▸ **Work order**:
Pull every line holding the word "Temiz" from the data below and copy it.
● ● ● ● ●
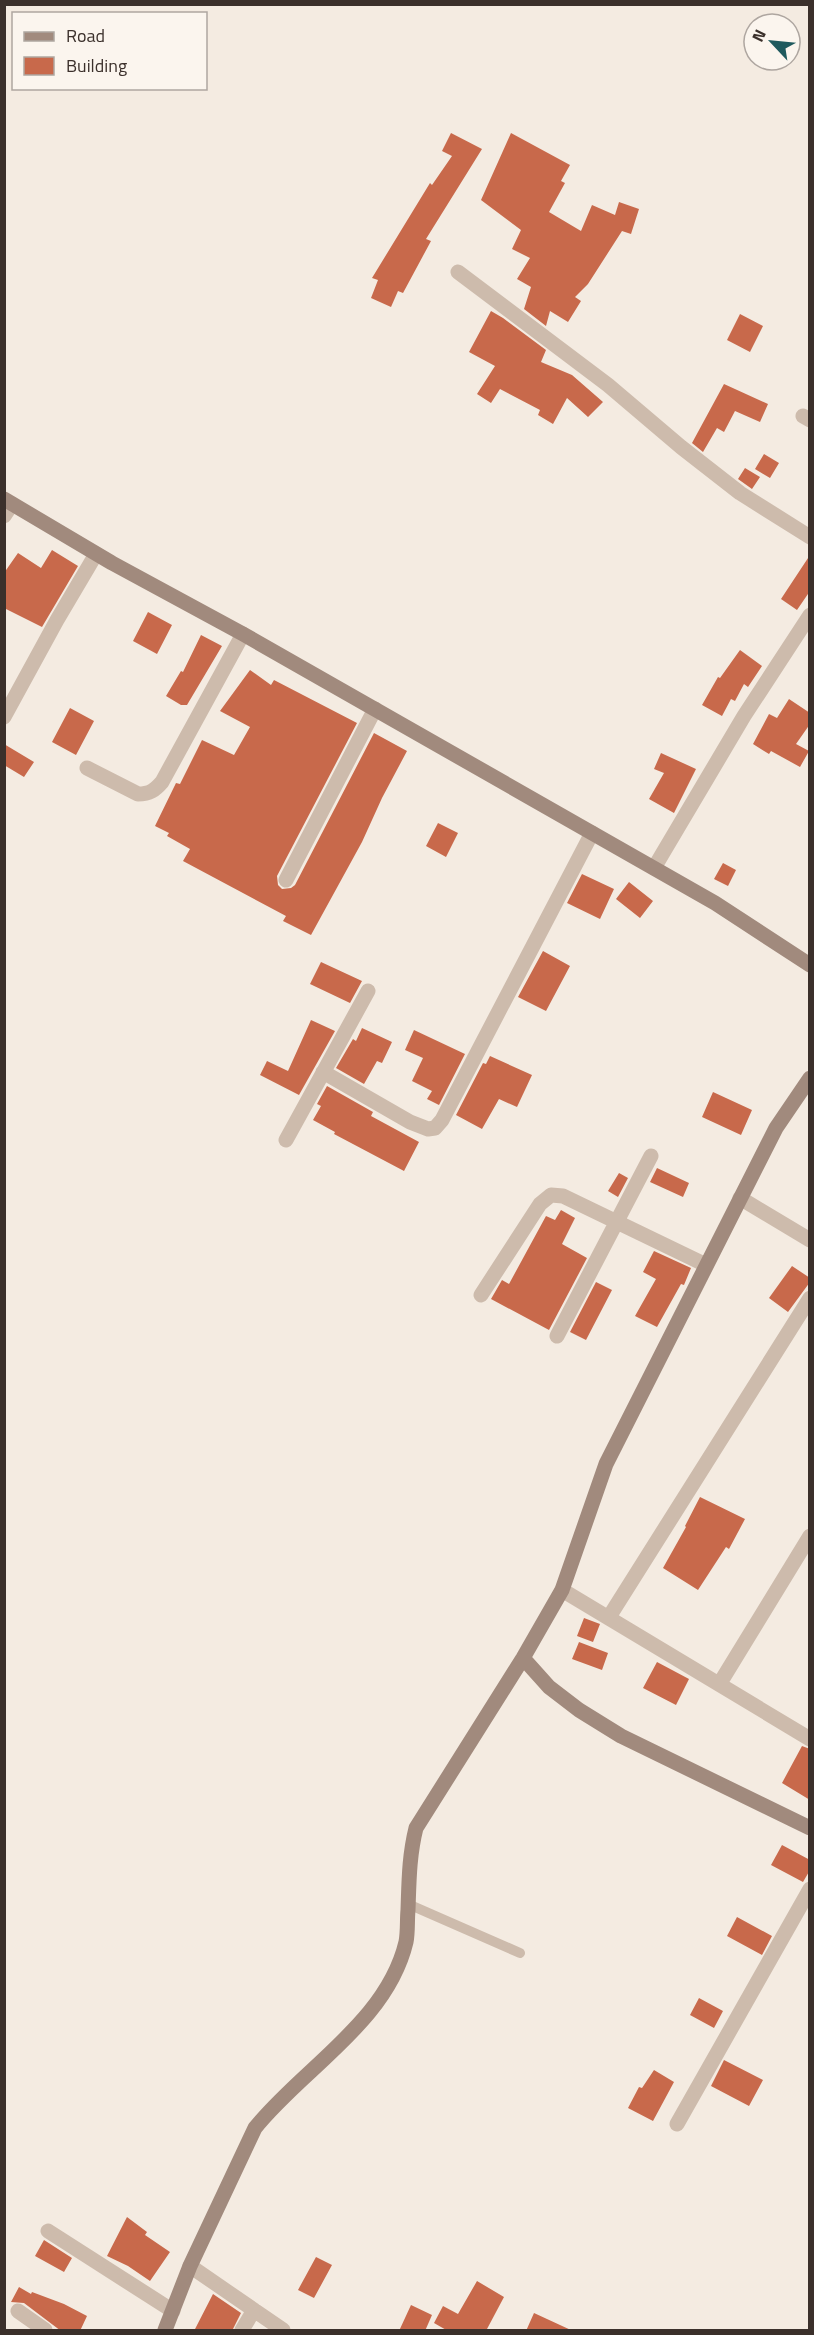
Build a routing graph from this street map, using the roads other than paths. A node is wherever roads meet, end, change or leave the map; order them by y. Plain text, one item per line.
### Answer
1 (458, 272) dead end
2 (7, 506) edge
3 (810, 537) edge
4 (96, 554) junction
5 (810, 615) edge
6 (243, 634) junction
7 (375, 709) junction
8 (4, 717) edge
9 (87, 768) dead end
10 (592, 833) junction
11 (654, 868) junction
12 (286, 880) dead end
13 (810, 965) edge
14 (368, 991) dead end
15 (323, 1072) junction
16 (810, 1078) edge
17 (286, 1140) dead end
18 (651, 1156) dead end
19 (740, 1198) junction
20 (617, 1222) junction
21 (810, 1240) edge
22 (706, 1264) junction
23 (481, 1295) dead end
24 (810, 1298) edge
25 (557, 1336) dead end
26 (810, 1536) edge
27 (567, 1593) junction
28 (609, 1617) junction
29 (523, 1658) junction
30 (720, 1683) junction
31 (810, 1739) edge
32 (810, 1828) edge
33 (810, 1889) edge
34 (408, 1904) junction
35 (520, 1953) dead end
36 (677, 2124) dead end
37 (48, 2231) dead end
38 (194, 2269) junction
39 (254, 2310) junction
40 (18, 2311) dead end
41 (172, 2311) junction
42 (45, 2331) edge
43 (165, 2331) edge
44 (242, 2331) edge
45 (283, 2331) edge

1 - 3 street
2 - 4 main road
4 - 6 main road
4 - 8 street
5 - 11 street
6 - 7 main road
6 - 9 street
7 - 10 main road
7 - 12 street
10 - 11 main road
10 - 15 street
11 - 13 main road
14 - 15 street
15 - 17 street
16 - 19 main road
18 - 20 street
19 - 21 street
19 - 22 main road
20 - 22 street
20 - 23 street
20 - 25 street
22 - 27 main road
24 - 28 street
26 - 30 street
27 - 28 street
27 - 29 main road
28 - 30 street
29 - 32 main road
29 - 34 main road
30 - 31 street
33 - 36 street
34 - 35 lane
34 - 38 main road
37 - 41 street
38 - 39 street
38 - 41 main road
39 - 44 street
39 - 45 street
40 - 42 street
41 - 43 main road

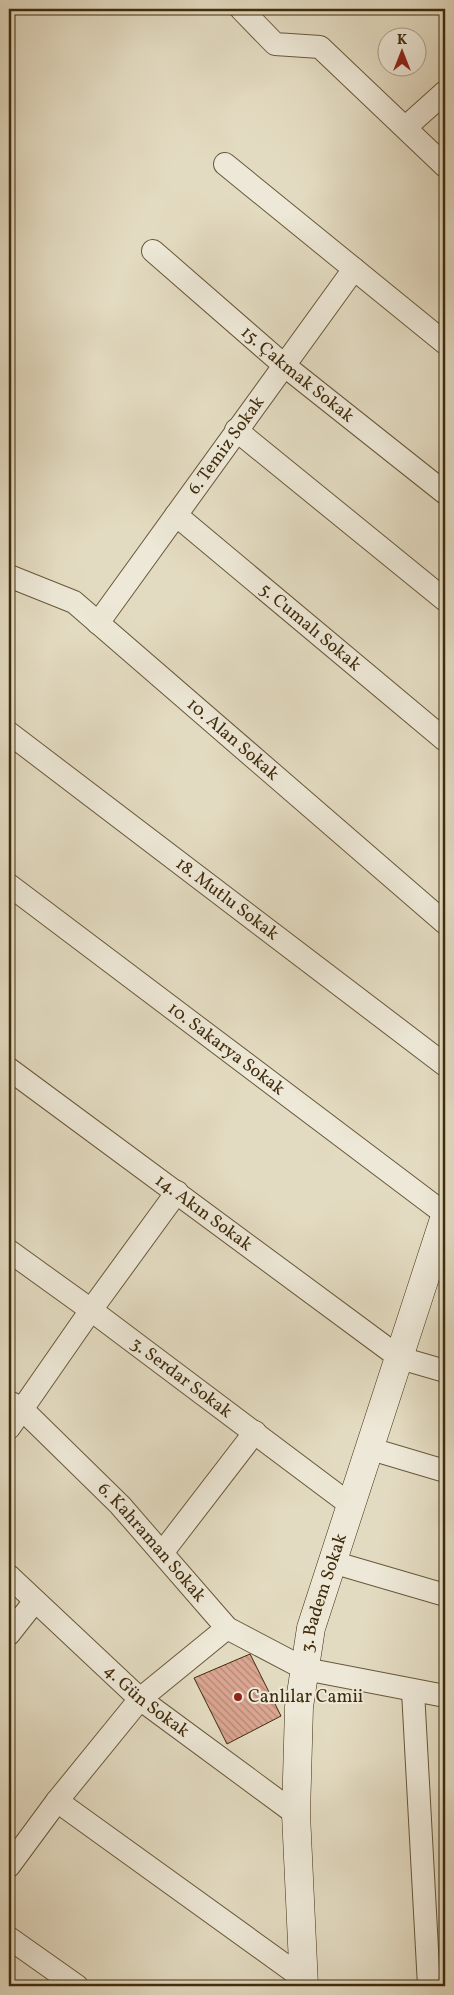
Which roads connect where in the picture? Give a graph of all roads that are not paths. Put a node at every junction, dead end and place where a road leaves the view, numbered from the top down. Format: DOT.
graph roads {
  1 [pos="241,9"];
  2 [pos="445,92"];
  3 [pos="406,127"];
  4 [pos="225,164"];
  5 [pos="445,166"];
  6 [pos="152,252"];
  7 [pos="354,269"];
  8 [pos="445,343"];
  9 [pos="286,366"];
  10 [pos="236,430"];
  11 [pos="445,493"];
  12 [pos="176,515"];
  13 [pos="9,576"];
  14 [pos="445,600"];
  15 [pos="98,623"];
  16 [pos="9,733"];
  17 [pos="445,740"];
  18 [pos="9,885"];
  19 [pos="445,923"];
  20 [pos="445,1065"];
  21 [pos="9,1069"];
  22 [pos="177,1192"];
  23 [pos="443,1228"];
  24 [pos="9,1251"];
  25 [pos="91,1310"];
  26 [pos="400,1358"];
  27 [pos="445,1371"];
  28 [pos="15,1405"];
  29 [pos="9,1428"];
  30 [pos="254,1432"];
  31 [pos="371,1449"];
  32 [pos="445,1471"];
  33 [pos="352,1506"];
  34 [pos="162,1553"];
  35 [pos="332,1562"];
  36 [pos="9,1576"];
  37 [pos="445,1595"];
  38 [pos="34,1601"];
  39 [pos="227,1628"];
  40 [pos="9,1634"];
  41 [pos="305,1669"];
  42 [pos="413,1691"];
  43 [pos="445,1696"];
  44 [pos="140,1699"];
  45 [pos="57,1800"];
  46 [pos="296,1814"];
  47 [pos="9,1866"];
  48 [pos="9,1938"];
  49 [pos="304,1983"];
  50 [pos="77,1986"];
  51 [pos="429,1986"];
  1 -- 3 [label="street"];
  2 -- 3 [label="street"];
  3 -- 5 [label="street"];
  4 -- 7 [label="street"];
  6 -- 9 [label="street, 15. Çakmak Sokak"];
  7 -- 8 [label="street"];
  7 -- 9 [label="street, 6. Temiz Sokak"];
  9 -- 10 [label="street, 6. Temiz Sokak"];
  9 -- 11 [label="street, 15. Çakmak Sokak"];
  10 -- 12 [label="street, 6. Temiz Sokak"];
  10 -- 14 [label="street"];
  12 -- 15 [label="street, 6. Temiz Sokak"];
  12 -- 17 [label="street, 5. Cumalı Sokak"];
  13 -- 15 [label="street, 10. Alan Sokak"];
  15 -- 19 [label="street, 10. Alan Sokak"];
  16 -- 20 [label="street, 18. Mutlu Sokak"];
  18 -- 23 [label="street, 10. Sakarya Sokak"];
  21 -- 22 [label="street, 14. Akın Sokak"];
  22 -- 25 [label="street"];
  22 -- 26 [label="street, 14. Akın Sokak"];
  23 -- 26 [label="street, 3. Badem Sokak"];
  24 -- 25 [label="street, 3. Serdar Sokak"];
  25 -- 28 [label="street"];
  25 -- 30 [label="street, 3. Serdar Sokak"];
  26 -- 27 [label="street"];
  26 -- 31 [label="street, 3. Badem Sokak"];
  28 -- 29 [label="street"];
  28 -- 34 [label="street, 6. Kahraman Sokak"];
  30 -- 33 [label="street, 3. Serdar Sokak"];
  30 -- 34 [label="street"];
  31 -- 32 [label="street"];
  31 -- 33 [label="street, 3. Badem Sokak"];
  33 -- 35 [label="street, 3. Badem Sokak"];
  34 -- 39 [label="street, 6. Kahraman Sokak"];
  35 -- 37 [label="street"];
  35 -- 41 [label="street, 3. Badem Sokak"];
  36 -- 38 [label="street, 4. Gün Sokak"];
  38 -- 40 [label="street"];
  38 -- 44 [label="street, 4. Gün Sokak"];
  39 -- 41 [label="street, 6. Kahraman Sokak"];
  39 -- 44 [label="street"];
  41 -- 42 [label="street, 6. Kahraman Sokak"];
  41 -- 46 [label="street, 3. Badem Sokak"];
  42 -- 43 [label="street, 6. Kahraman Sokak"];
  42 -- 51 [label="street"];
  44 -- 45 [label="street"];
  44 -- 46 [label="street, 4. Gün Sokak"];
  45 -- 47 [label="street"];
  45 -- 49 [label="street"];
  46 -- 49 [label="street, 3. Badem Sokak"];
  48 -- 50 [label="street"];
}
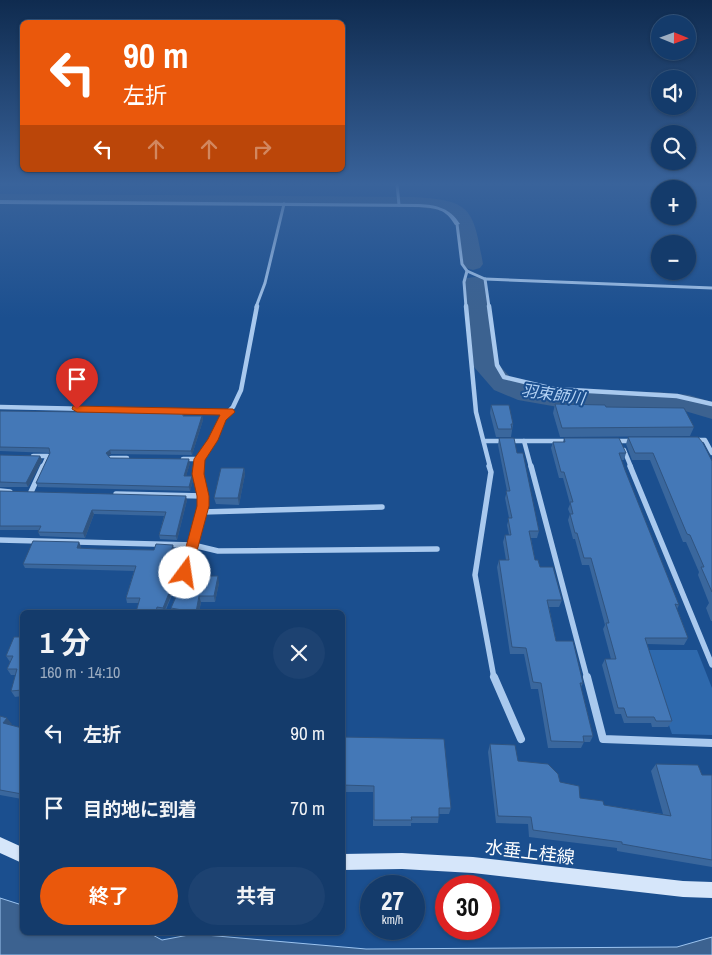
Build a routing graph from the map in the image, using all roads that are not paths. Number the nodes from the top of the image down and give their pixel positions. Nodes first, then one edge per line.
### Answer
1 (278, 229) edge
2 (458, 229) edge
3 (467, 271) junction
4 (486, 279) junction
5 (712, 288) edge
6 (712, 404) edge
7 (0, 407) edge
8 (230, 412) junction
9 (639, 440) edge
10 (686, 440) edge
11 (484, 441) junction
12 (572, 441) edge
13 (610, 441) edge
14 (620, 441) junction
15 (524, 442) junction
16 (712, 453) edge
17 (28, 456) edge
18 (111, 458) edge
19 (131, 458) edge
20 (180, 459) edge
21 (200, 459) junction
22 (0, 491) edge
23 (15, 492) edge
24 (23, 492) edge
25 (31, 492) junction
26 (40, 493) edge
27 (107, 494) edge
28 (203, 496) junction
29 (382, 507) dead end
30 (202, 512) junction
31 (0, 540) edge
32 (193, 545) junction
33 (437, 549) dead end
34 (180, 588) edge
35 (712, 665) edge
36 (521, 739) dead end
37 (712, 743) edge
38 (0, 846) edge
39 (20, 854) edge
40 (345, 862) edge
41 (712, 890) edge

1 - 8 street
2 - 3 street
3 - 4 street
3 - 11 street
4 - 5 street
4 - 6 street
7 - 8 street
8 - 21 street
9 - 14 street
10 - 16 street
11 - 15 street
11 - 36 street
12 - 15 street
13 - 14 street
14 - 35 street
15 - 37 street
17 - 25 street
18 - 19 street
20 - 21 street
21 - 28 street
22 - 23 street
24 - 25 street
25 - 26 street
27 - 28 street
28 - 30 street
29 - 30 street
30 - 32 street
31 - 32 street
32 - 33 street
32 - 34 street
38 - 39 main road
40 - 41 main road, 水垂上桂線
● ● ● ● ●
▸ **Solution to this problem**:
  7 -- 9 [label="street, 6. Temiz Sokak"];
  9 -- 10 [label="street, 6. Temiz Sokak"];
  10 -- 12 [label="street, 6. Temiz Sokak"];
  12 -- 15 [label="street, 6. Temiz Sokak"];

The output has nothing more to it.